**Task details**
Select every line below containing the word "with".

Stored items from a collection
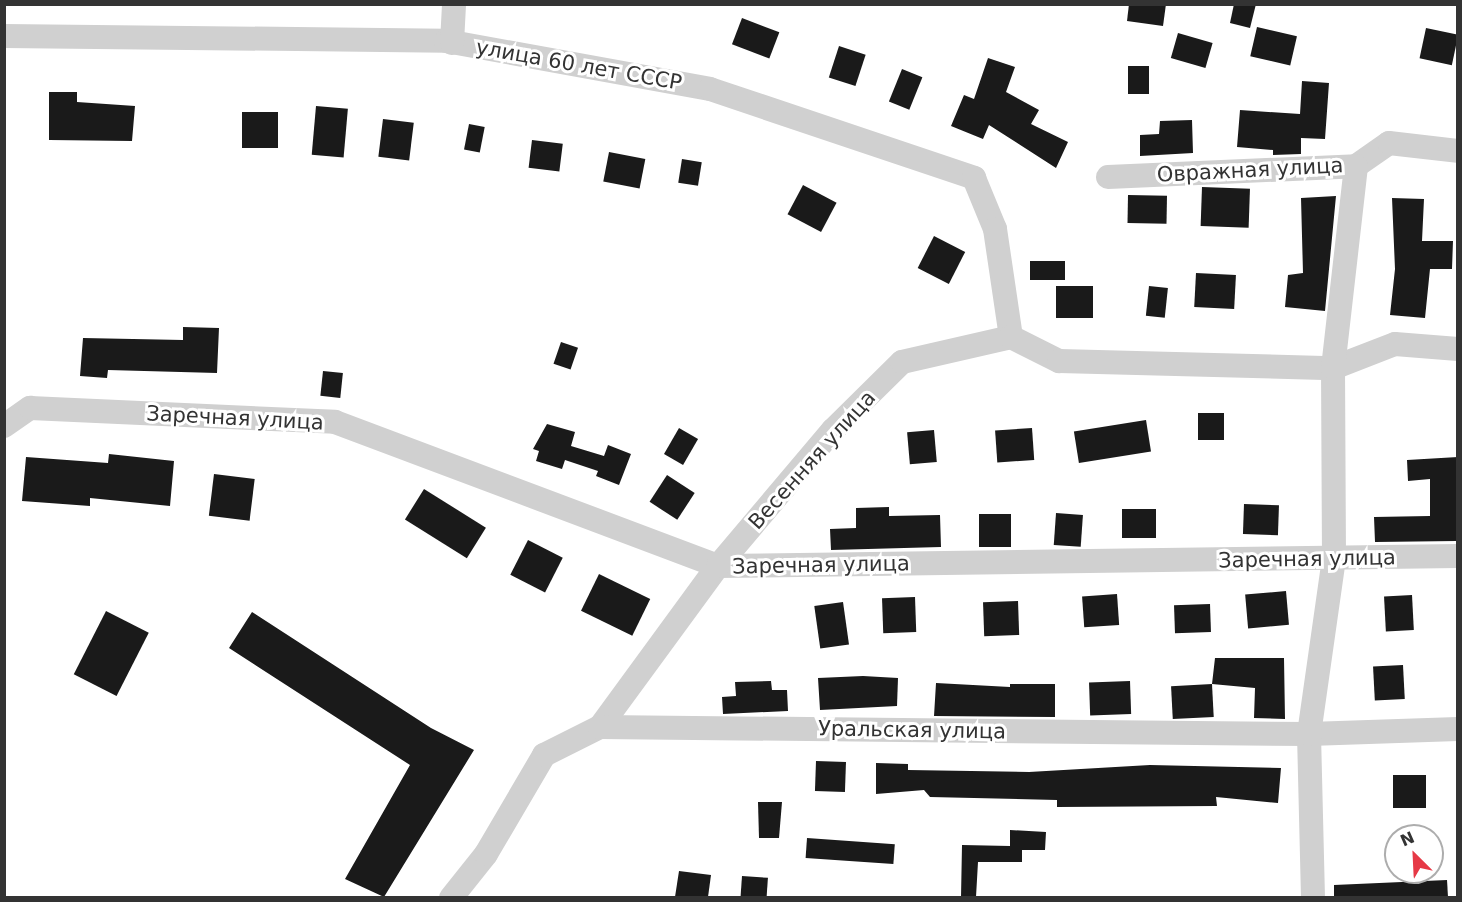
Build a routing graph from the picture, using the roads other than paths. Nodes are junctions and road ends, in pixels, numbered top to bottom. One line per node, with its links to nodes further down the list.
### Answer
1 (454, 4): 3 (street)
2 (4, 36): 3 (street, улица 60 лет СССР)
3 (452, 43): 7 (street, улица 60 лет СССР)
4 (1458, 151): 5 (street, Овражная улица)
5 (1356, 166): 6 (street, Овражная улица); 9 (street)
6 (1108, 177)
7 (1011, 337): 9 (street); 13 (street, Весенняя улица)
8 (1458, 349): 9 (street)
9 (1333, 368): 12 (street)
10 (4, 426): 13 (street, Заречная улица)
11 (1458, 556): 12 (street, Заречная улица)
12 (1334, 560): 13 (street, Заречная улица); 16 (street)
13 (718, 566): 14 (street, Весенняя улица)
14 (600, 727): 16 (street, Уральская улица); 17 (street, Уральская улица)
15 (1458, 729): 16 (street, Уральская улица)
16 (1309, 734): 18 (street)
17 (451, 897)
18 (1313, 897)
--
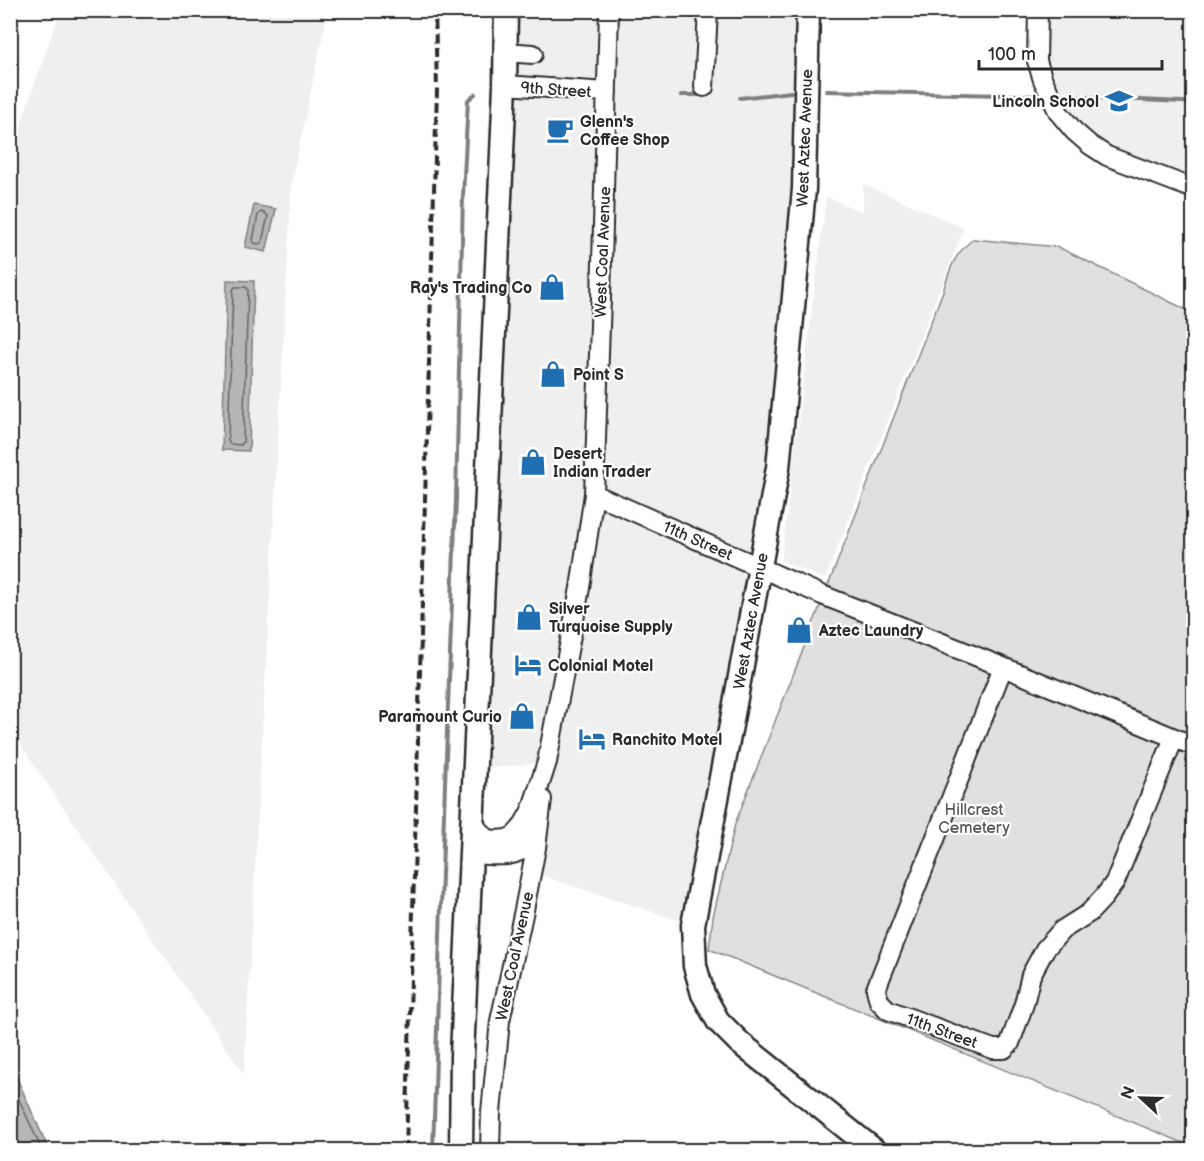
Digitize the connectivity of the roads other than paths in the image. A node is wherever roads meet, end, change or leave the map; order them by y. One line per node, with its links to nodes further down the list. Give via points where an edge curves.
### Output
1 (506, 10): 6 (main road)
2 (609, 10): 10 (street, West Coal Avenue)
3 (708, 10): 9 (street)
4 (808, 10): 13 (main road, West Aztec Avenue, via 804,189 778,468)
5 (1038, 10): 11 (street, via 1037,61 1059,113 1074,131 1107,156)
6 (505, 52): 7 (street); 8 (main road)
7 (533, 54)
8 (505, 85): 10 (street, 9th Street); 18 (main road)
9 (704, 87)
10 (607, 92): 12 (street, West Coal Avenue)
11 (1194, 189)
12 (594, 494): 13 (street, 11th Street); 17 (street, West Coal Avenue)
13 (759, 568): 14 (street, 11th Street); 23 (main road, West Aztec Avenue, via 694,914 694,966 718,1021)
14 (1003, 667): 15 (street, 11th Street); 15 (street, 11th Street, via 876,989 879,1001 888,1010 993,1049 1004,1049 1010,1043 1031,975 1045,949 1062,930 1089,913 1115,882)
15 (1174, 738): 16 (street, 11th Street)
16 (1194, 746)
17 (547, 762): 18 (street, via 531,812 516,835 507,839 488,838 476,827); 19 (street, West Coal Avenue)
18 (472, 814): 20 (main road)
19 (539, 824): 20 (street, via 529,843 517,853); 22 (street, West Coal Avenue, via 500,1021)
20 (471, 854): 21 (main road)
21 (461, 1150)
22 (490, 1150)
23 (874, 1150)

**Your response**
Build a routing graph from the picture, using the roads other than paths. Nodes are junctions and road ends, in pixels, numbered top to bottom. One line per node, with its links to nodes further down the list.
Digitize the connectivity of the roads other than paths in the image. A node is wherever roads meet, end, change or leave the map; order them by y. One line per node, with its links to nodes further down the list. Give via points where an edge curves.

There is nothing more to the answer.